**Task description**
Which of the lines in the data mention the string "name"? List them all.

**Dataset excerpts**

● ● ● ● ● ● ●

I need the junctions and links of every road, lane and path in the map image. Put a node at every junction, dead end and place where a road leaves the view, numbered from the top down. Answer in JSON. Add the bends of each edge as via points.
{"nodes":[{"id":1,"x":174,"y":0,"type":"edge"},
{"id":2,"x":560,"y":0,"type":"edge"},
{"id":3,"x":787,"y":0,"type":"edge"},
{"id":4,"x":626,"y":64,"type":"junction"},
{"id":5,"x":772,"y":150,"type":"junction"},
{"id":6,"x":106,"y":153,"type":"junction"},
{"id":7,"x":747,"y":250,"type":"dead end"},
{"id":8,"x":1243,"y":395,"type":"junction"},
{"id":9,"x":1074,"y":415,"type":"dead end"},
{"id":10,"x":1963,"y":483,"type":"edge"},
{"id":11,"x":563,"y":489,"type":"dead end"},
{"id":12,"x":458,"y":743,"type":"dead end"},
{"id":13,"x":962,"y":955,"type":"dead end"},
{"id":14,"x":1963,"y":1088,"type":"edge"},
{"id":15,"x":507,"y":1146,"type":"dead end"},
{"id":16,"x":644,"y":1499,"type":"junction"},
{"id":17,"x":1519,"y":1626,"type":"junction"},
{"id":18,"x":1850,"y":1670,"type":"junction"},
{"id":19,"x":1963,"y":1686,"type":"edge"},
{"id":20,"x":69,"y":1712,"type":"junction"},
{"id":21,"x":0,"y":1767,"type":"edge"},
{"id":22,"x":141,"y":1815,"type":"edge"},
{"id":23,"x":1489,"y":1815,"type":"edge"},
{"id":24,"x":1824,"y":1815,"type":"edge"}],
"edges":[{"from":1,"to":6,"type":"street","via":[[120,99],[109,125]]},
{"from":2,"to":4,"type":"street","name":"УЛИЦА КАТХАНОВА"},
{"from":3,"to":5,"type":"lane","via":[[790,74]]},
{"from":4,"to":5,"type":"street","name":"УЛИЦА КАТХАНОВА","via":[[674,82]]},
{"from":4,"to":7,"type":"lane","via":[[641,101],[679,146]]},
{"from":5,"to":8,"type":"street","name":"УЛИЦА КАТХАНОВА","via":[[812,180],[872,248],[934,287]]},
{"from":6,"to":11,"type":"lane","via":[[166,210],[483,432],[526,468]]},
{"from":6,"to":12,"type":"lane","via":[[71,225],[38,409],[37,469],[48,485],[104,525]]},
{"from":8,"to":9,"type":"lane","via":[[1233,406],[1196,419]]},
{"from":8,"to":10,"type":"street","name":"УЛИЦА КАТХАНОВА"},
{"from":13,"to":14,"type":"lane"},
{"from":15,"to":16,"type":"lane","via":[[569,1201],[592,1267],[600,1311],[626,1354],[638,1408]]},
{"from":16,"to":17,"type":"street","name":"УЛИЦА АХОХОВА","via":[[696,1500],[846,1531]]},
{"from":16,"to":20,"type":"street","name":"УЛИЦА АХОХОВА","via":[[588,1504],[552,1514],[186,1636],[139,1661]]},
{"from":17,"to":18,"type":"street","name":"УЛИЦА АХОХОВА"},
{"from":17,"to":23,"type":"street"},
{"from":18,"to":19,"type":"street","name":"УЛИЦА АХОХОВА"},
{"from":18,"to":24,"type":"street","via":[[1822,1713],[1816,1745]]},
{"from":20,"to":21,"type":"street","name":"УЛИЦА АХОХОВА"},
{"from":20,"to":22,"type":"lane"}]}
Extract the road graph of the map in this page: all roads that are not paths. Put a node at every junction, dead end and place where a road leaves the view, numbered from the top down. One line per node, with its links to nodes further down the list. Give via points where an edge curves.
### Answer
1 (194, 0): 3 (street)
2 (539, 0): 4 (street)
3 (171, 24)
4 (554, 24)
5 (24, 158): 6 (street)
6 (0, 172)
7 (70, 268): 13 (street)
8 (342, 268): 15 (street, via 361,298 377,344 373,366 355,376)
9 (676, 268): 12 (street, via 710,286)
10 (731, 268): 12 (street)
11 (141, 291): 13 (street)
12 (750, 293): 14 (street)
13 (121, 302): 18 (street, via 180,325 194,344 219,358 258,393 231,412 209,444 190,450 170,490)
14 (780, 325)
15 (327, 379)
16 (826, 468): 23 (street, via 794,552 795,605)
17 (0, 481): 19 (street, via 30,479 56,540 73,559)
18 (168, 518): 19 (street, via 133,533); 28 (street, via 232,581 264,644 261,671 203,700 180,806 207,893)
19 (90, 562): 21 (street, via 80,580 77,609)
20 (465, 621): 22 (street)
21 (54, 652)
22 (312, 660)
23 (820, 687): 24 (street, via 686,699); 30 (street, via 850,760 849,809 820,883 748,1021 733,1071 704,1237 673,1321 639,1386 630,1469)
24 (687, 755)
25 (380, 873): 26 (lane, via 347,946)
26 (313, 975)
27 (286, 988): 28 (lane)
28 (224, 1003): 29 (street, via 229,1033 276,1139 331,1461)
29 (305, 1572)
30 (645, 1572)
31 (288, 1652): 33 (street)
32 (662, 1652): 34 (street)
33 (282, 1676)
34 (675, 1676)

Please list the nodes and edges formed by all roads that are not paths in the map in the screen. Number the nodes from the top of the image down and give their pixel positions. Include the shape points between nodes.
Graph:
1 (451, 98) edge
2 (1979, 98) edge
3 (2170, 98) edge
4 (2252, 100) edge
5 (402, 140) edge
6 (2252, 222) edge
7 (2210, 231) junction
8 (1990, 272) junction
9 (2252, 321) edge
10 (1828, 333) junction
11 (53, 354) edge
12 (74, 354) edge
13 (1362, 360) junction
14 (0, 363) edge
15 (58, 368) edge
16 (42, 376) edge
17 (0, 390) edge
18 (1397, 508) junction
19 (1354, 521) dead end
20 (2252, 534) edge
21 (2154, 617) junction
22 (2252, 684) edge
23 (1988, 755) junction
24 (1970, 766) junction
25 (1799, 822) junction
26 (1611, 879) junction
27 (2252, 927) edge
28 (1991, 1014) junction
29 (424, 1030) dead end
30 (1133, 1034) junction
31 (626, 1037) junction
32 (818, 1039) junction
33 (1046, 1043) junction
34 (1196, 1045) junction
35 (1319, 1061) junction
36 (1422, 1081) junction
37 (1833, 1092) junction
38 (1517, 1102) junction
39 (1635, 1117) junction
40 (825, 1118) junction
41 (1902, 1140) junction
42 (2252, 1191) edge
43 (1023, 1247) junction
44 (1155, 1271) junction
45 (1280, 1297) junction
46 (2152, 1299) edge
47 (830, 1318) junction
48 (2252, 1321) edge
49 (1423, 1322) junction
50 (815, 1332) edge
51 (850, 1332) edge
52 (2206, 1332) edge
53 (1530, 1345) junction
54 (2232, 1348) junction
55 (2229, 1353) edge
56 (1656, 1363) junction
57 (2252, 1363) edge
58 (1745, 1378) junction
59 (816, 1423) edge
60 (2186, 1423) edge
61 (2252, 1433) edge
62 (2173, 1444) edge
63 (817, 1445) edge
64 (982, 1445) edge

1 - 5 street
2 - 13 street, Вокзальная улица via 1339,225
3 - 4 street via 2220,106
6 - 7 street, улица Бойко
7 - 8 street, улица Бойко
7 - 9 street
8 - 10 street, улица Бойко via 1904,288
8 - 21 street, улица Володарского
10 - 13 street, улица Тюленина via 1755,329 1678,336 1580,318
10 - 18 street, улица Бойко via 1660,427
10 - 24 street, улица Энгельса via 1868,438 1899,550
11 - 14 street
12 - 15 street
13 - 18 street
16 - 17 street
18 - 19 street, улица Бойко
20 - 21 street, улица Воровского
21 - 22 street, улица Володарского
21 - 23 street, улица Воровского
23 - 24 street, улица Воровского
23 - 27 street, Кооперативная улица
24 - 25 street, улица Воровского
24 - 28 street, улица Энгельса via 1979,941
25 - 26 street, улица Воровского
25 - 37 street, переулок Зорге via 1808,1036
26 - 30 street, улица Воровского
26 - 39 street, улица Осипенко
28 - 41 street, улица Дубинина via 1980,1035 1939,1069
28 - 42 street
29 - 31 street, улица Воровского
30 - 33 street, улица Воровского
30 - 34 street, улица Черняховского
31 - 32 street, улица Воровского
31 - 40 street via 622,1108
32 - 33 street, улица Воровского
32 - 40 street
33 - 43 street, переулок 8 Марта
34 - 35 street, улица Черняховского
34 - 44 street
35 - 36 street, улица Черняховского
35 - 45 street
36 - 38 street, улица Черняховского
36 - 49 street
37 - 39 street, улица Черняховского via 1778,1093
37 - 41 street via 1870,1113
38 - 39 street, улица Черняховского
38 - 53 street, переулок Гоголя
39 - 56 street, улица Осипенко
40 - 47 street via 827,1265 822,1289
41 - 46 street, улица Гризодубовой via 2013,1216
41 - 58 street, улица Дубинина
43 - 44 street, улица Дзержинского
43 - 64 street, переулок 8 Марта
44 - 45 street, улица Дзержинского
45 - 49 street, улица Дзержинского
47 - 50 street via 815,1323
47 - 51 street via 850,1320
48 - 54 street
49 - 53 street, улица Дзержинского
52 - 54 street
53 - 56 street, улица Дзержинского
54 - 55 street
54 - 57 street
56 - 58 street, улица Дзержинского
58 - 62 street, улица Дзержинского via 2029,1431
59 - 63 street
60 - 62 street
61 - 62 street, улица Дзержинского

● ● ● ● ● ● ●

**Solution to this problem**
{"from":2,"to":4,"type":"street","name":"УЛИЦА КАТХАНОВА"},
{"from":4,"to":5,"type":"street","name":"УЛИЦА КАТХАНОВА","via":[[674,82]]},
{"from":5,"to":8,"type":"street","name":"УЛИЦА КАТХАНОВА","via":[[812,180],[872,248],[934,287]]},
{"from":8,"to":10,"type":"street","name":"УЛИЦА КАТХАНОВА"},
{"from":16,"to":17,"type":"street","name":"УЛИЦА АХОХОВА","via":[[696,1500],[846,1531]]},
{"from":16,"to":20,"type":"street","name":"УЛИЦА АХОХОВА","via":[[588,1504],[552,1514],[186,1636],[139,1661]]},
{"from":17,"to":18,"type":"street","name":"УЛИЦА АХОХОВА"},
{"from":18,"to":19,"type":"street","name":"УЛИЦА АХОХОВА"},
{"from":20,"to":21,"type":"street","name":"УЛИЦА АХОХОВА"},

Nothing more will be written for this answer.